William Dwight Whitney - Career

Career

Whitney revised definitions for the 1864 edition of Webster's American Dictionary, and in 1869 became a founder and first president of the American Philological Association. He wrote metrical translations of the Vedas, and numerous papers on the Vedas and linguistics, many of which were collected in the Oriental and Linguistic Studies series (1872–74). He wrote several books on language, and grammar textbooks of English, French, German, and Sanskrit.

His Sanskrit Grammar (1879) is notable in part for the criticism it contains of the Ashtadhyayi, the Sanskrit grammar attributed to Panini. Whitney describes the Ashtadhyayi as "containing the facts of the language cast into the highly artful and difficult form of about four thousand algebraic-like rules (in the statement and arrangement of which brevity alone is had in view at the cost of distinctness and unambiguousness)."

In his Course in General Linguistics in the chapter on the 'Immutability and Mutability of the Sign', Ferdinand de Saussure credits Whitney with insisting on the arbitrary nature of the linguistic signs.

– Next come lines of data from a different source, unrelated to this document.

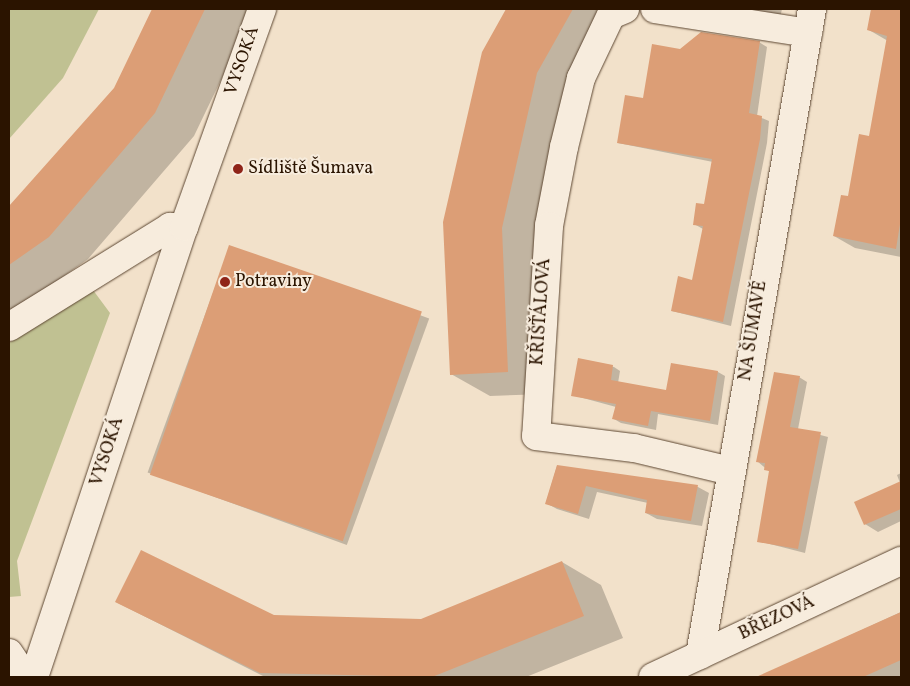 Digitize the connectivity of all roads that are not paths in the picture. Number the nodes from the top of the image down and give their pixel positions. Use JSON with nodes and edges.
{"nodes":[{"id":1,"x":262,"y":9,"type":"edge"},
{"id":2,"x":625,"y":9,"type":"edge"},
{"id":3,"x":655,"y":9,"type":"edge"},
{"id":4,"x":810,"y":21,"type":"edge"},
{"id":5,"x":184,"y":227,"type":"junction"},
{"id":6,"x":9,"y":327,"type":"edge"},
{"id":7,"x":731,"y":471,"type":"junction"},
{"id":8,"x":901,"y":561,"type":"edge"},
{"id":9,"x":9,"y":653,"type":"edge"},
{"id":10,"x":700,"y":655,"type":"junction"},
{"id":11,"x":25,"y":677,"type":"edge"},
{"id":12,"x":34,"y":677,"type":"edge"},
{"id":13,"x":653,"y":677,"type":"edge"}],
"edges":[{"from":1,"to":5,"type":"street","name":"VYSOKÁ"},
{"from":2,"to":7,"type":"street","name":"KŘIŠŤÁLOVÁ"},
{"from":3,"to":4,"type":"street"},
{"from":4,"to":7,"type":"street","name":"NA ŠUMAVĚ"},
{"from":5,"to":6,"type":"street"},
{"from":5,"to":12,"type":"street","name":"VYSOKÁ"},
{"from":7,"to":10,"type":"street","name":"NA ŠUMAVĚ"},
{"from":8,"to":10,"type":"street","name":"BŘEZOVÁ"},
{"from":9,"to":11,"type":"street"},
{"from":10,"to":13,"type":"street","name":"BŘEZOVÁ"}]}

Although he suffered from a heart ailment in his later years, he was editor-in-chief of the first edition of the respected Century Dictionary, which appeared from 1889 to 1891. On August 28, 1856 he married Elizabeth Wooster Baldwin. She was the daughter of Roger Sherman Baldwin, US Senator and Governor of the State of Connecticut. They had six children:

  1. Edward Baldwin Whitney was born August 16, 1857, became Assistant US Attorney General, and had son mathematician Hassler Whitney.
  2. Williston Clapp Whitney was born April 2, 1859 but died March 11, 1861.
  3. Marian Parker Whitney was born February 6, 1861.
  4. Roger Sherman Baldwin Whitney was born January 6, 1863, but died January 17, 1874.
  5. Emily Henrietta Whitney was born August 29, 1864.
  6. Margaret Dwight Whitney was born November 19, 1866.